Nachdem die UN-Jugend-Delegierten, zu denen auch Joshua Steib gehört, schon drei Tage harte Arbeit hinter sich haben, startet der COP26 erst an diesem Sonntag.
Nachdem die UN-Jugend-Delegierten, zu denen auch Joshua Steib gehört, schon drei Tage harte Arbeit hinter sich haben, startet der COP26 erst an diesem Sonntag. privat

Gemeinsam mit den 500 weiteren UN-Jugend-Delegierten arbeitet Joshua Steib daran, ihre Geschichten über den Klimawandel zu erzählen – und Lösungen zu entwickeln um das Fortschreiten der Klimakrise aufzuhalten. "Wir jungen Leute müssen endlich gehört werden, es muss etwas passieren", sagt Steib. An diesem Sonntag haben sie die Chance dazu – dann überreichen sie Alok Sharma, dem Präsidenten der Weltklimakonferenz, ihr ausgearbeitetes Positionspapier: das Global Youth Statement. Und vielleicht, ganz vielleicht, greifen die Staats- und Regierungschefs ihre Forderungen mit auf. Steib gibt die Hoffnung nicht auf. Sie haben gerade erst angefangen.

G20-Beschlüsse im Hinblick auf Klimaziele ernüchternd

Allerdings sind die Beschlüsse des G20-Gipfels vom Sonntag ernüchternd: Die großen Wirtschaftsmächte haben sich zum Abschluss in Rom nicht auf eine ehrgeizige Erklärung zum Klimaschutz verständigen können. Wie aus dem ausgehandelten Text für das Kommuniqué hervorgeht, gibt es weiter kein klares Zieldatum für die wichtige Kohlendioxidneutralität und den Ausstieg aus der Kohleverstromung. Das Dokument lag der Deutschen Presse-Agentur am Sonntag vor.
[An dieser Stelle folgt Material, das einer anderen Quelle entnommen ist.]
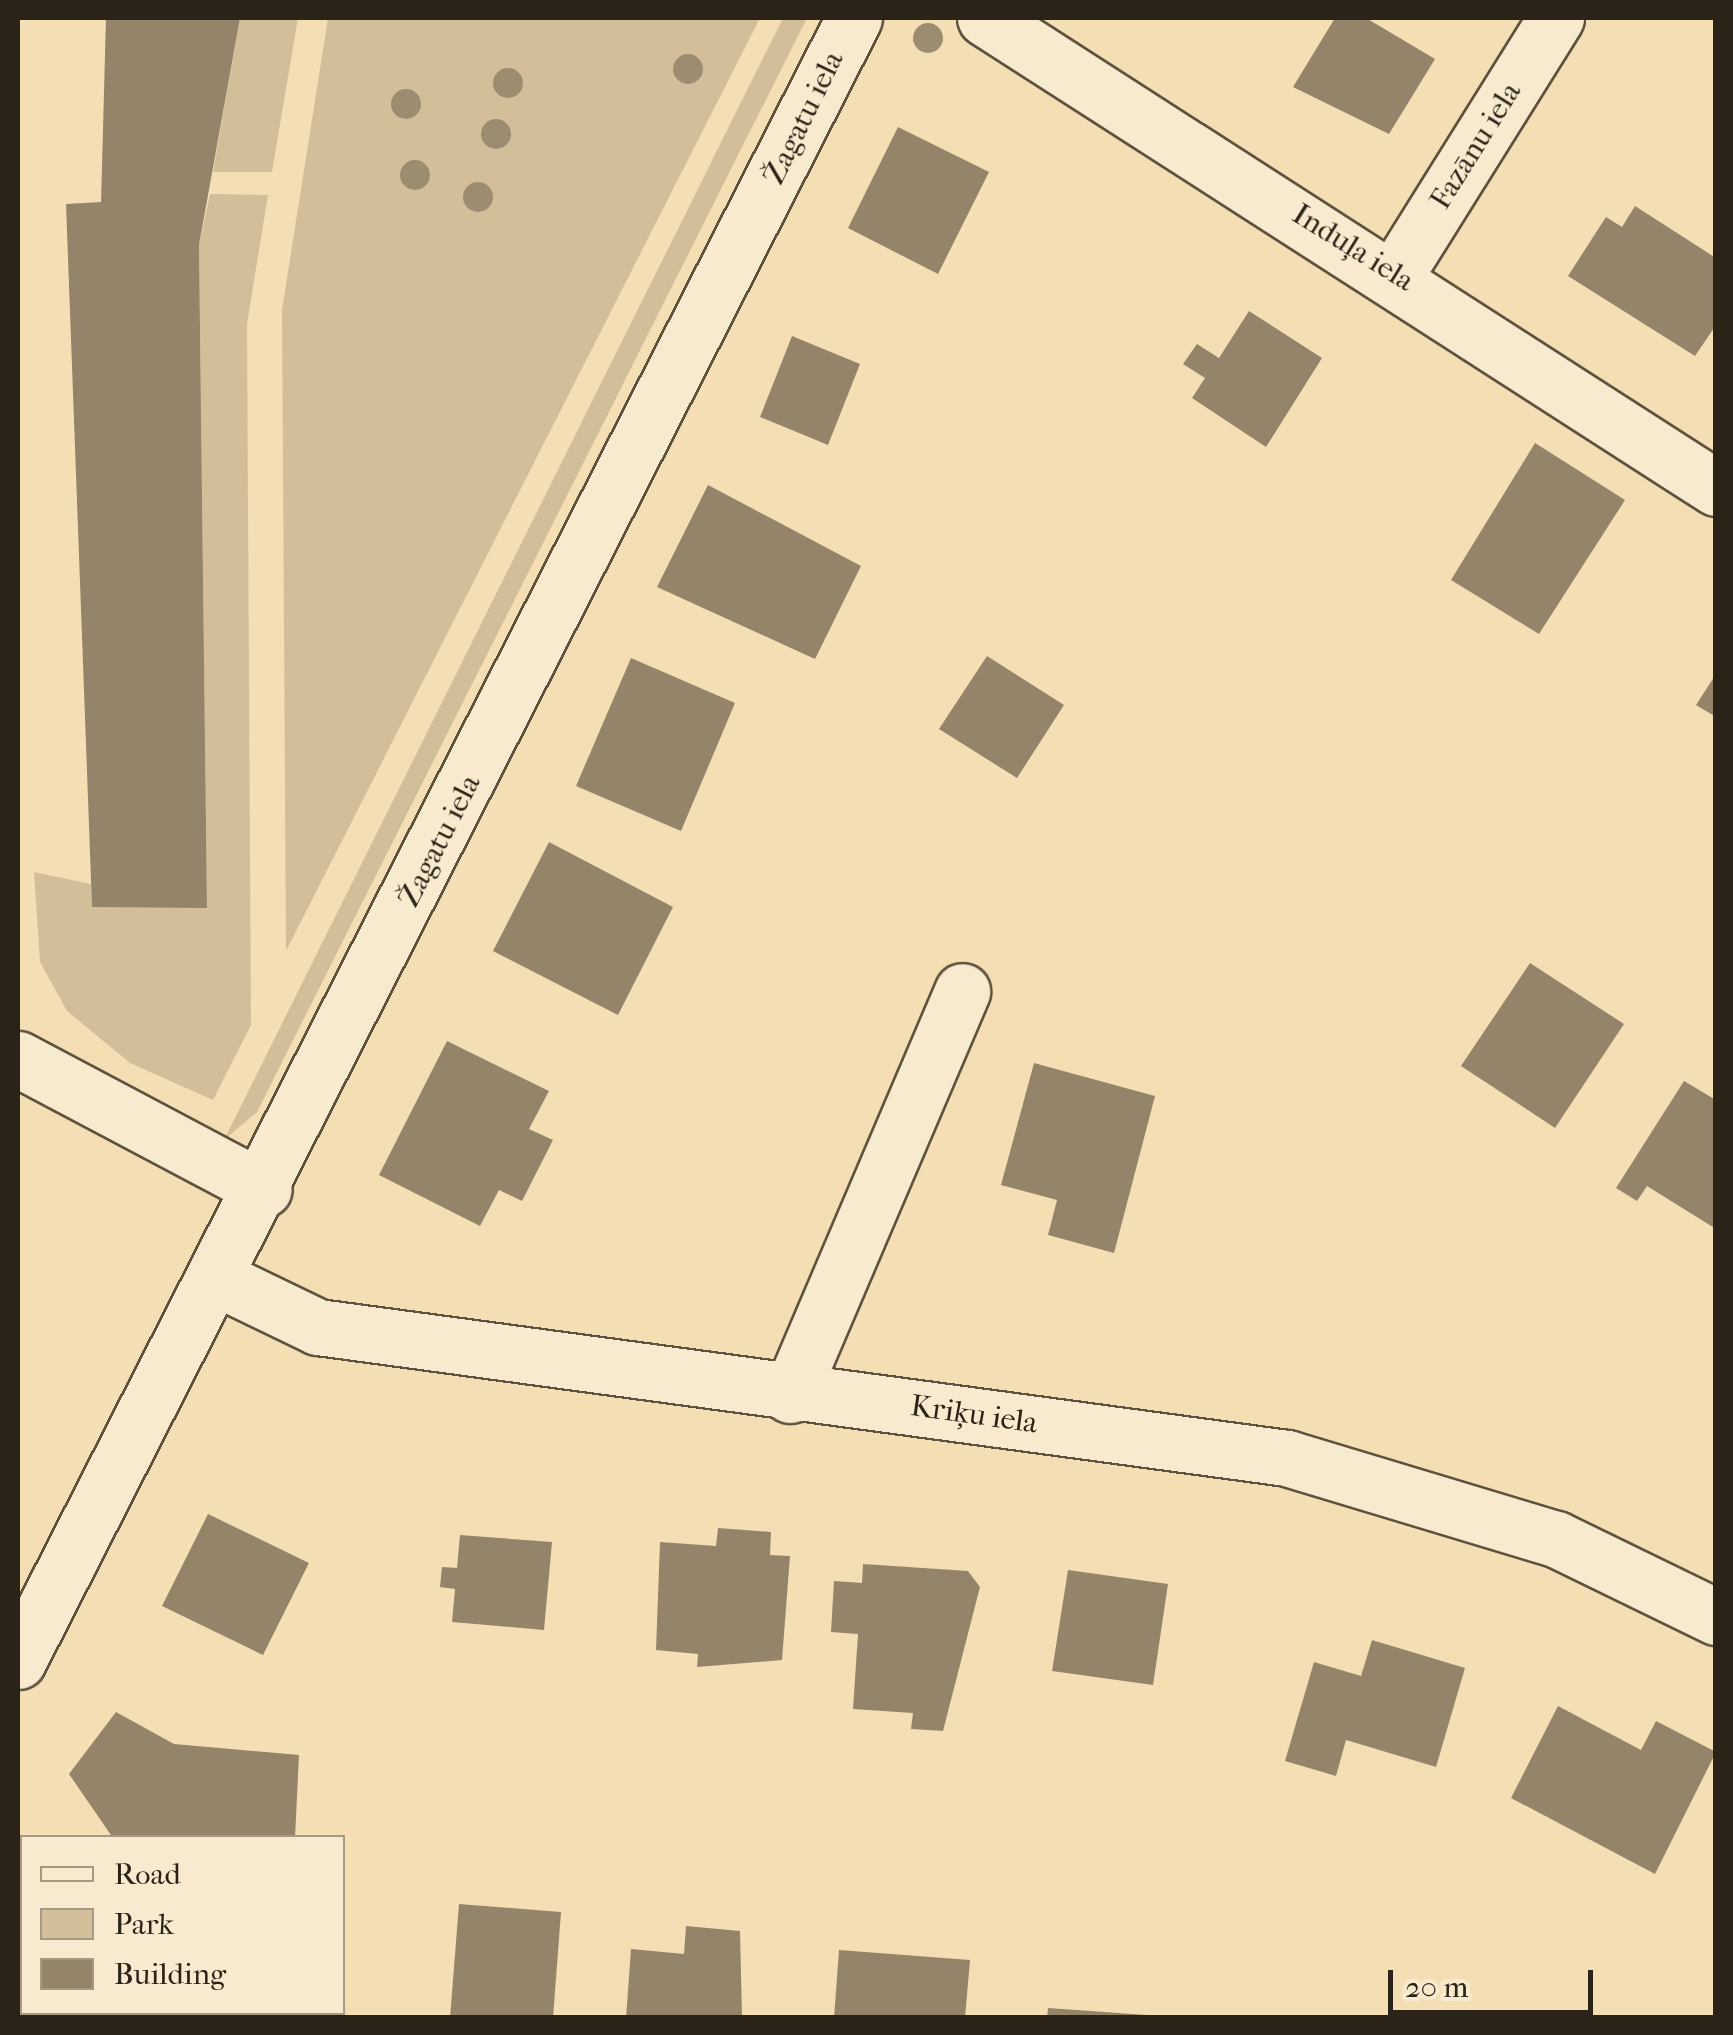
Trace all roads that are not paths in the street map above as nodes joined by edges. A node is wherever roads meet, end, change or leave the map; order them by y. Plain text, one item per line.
1 (854, 18) edge
2 (985, 18) edge
3 (1556, 18) edge
4 (1396, 274) junction
5 (1716, 488) edge
6 (962, 991) dead end
7 (18, 1060) edge
8 (264, 1189) junction
9 (216, 1278) junction
10 (790, 1395) junction
11 (1716, 1617) edge
12 (18, 1660) edge

1 - 8 street, Žagatu iela
2 - 4 street, Induļa iela
3 - 4 street, Fazānu iela
4 - 5 street, Induļa iela
6 - 10 street
7 - 8 street
8 - 9 street, Žagatu iela
9 - 10 street, Kriķu iela
9 - 12 street, Žagatu iela
10 - 11 street, Kriķu iela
Statt des erhofften "starken Signals" zum Auftakt der Weltklimakonferenz (COP26) in Glasgow, herrschte Uneinigkeit.

Nur allgemein bekräftigt die G20, dass sie weiter den Zielen des Pariser Abkommens verpflichtet seien, die Erderwärmung "deutlich unter zwei Grad zu halten und Bemühungen zu verfolgen, sie auf 1,5 Grad zu begrenzen".
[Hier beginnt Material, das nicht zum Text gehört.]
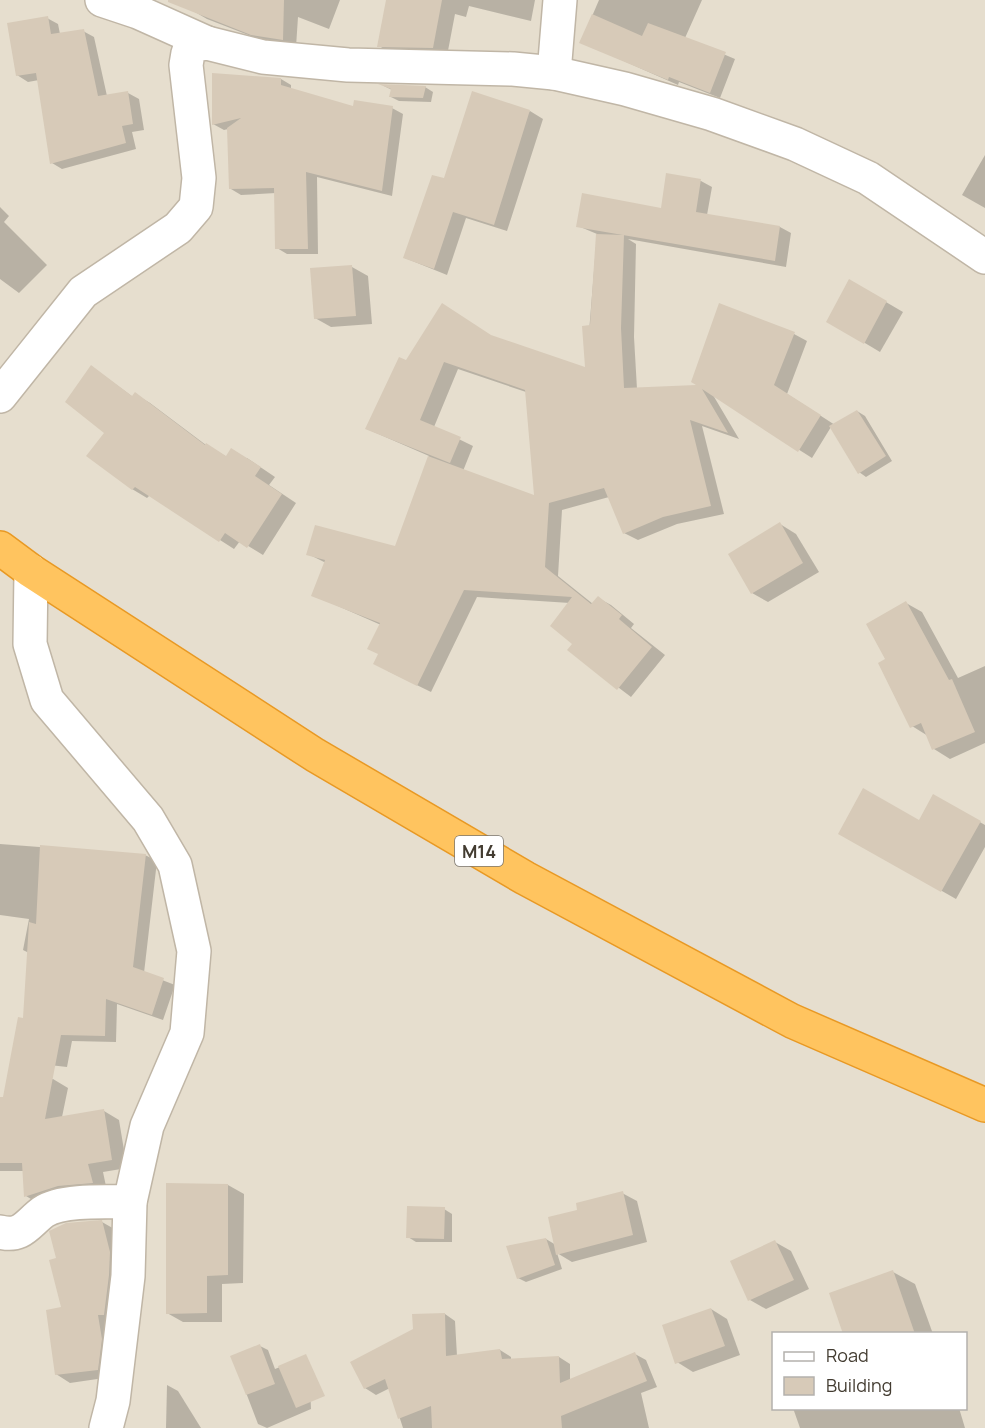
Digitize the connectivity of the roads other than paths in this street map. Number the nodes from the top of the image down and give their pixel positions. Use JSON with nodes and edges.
{"nodes":[{"id":1,"x":102,"y":0,"type":"edge"},
{"id":2,"x":560,"y":0,"type":"edge"},
{"id":3,"x":207,"y":43,"type":"junction"},
{"id":4,"x":554,"y":73,"type":"junction"},
{"id":5,"x":985,"y":257,"type":"edge"},
{"id":6,"x":0,"y":396,"type":"edge"},
{"id":7,"x":0,"y":548,"type":"edge"},
{"id":8,"x":31,"y":571,"type":"junction"},
{"id":9,"x":985,"y":1105,"type":"edge"},
{"id":10,"x":130,"y":1202,"type":"junction"},
{"id":11,"x":0,"y":1232,"type":"edge"},
{"id":12,"x":106,"y":1428,"type":"edge"}],
"edges":[{"from":1,"to":3,"type":"street"},
{"from":2,"to":4,"type":"street"},
{"from":3,"to":4,"type":"street"},
{"from":3,"to":6,"type":"street"},
{"from":4,"to":5,"type":"street"},
{"from":7,"to":8,"type":"highway","number":"M14"},
{"from":8,"to":9,"type":"highway","number":"M14"},
{"from":8,"to":10,"type":"street"},
{"from":10,"to":11,"type":"street"},
{"from":10,"to":12,"type":"street"}]}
"Der G20-Gipfel hätte eine Steilvorlage für die UN-Weltklimakonferenz COP26 in Glasgow werden müssen", sagte Klimaexperte Jan Kowalzig von der Entwicklungsorganisation Oxfam. "Das ist nicht gelungen." Die G20 habe es versäumt, die Unzulänglichkeit ihrer Selbstverpflichtungen unter dem Pariser Abkommen anzuerkennen und sich zur "dringend notwendigen, sofortigen Nachbesserung" zu verpflichten.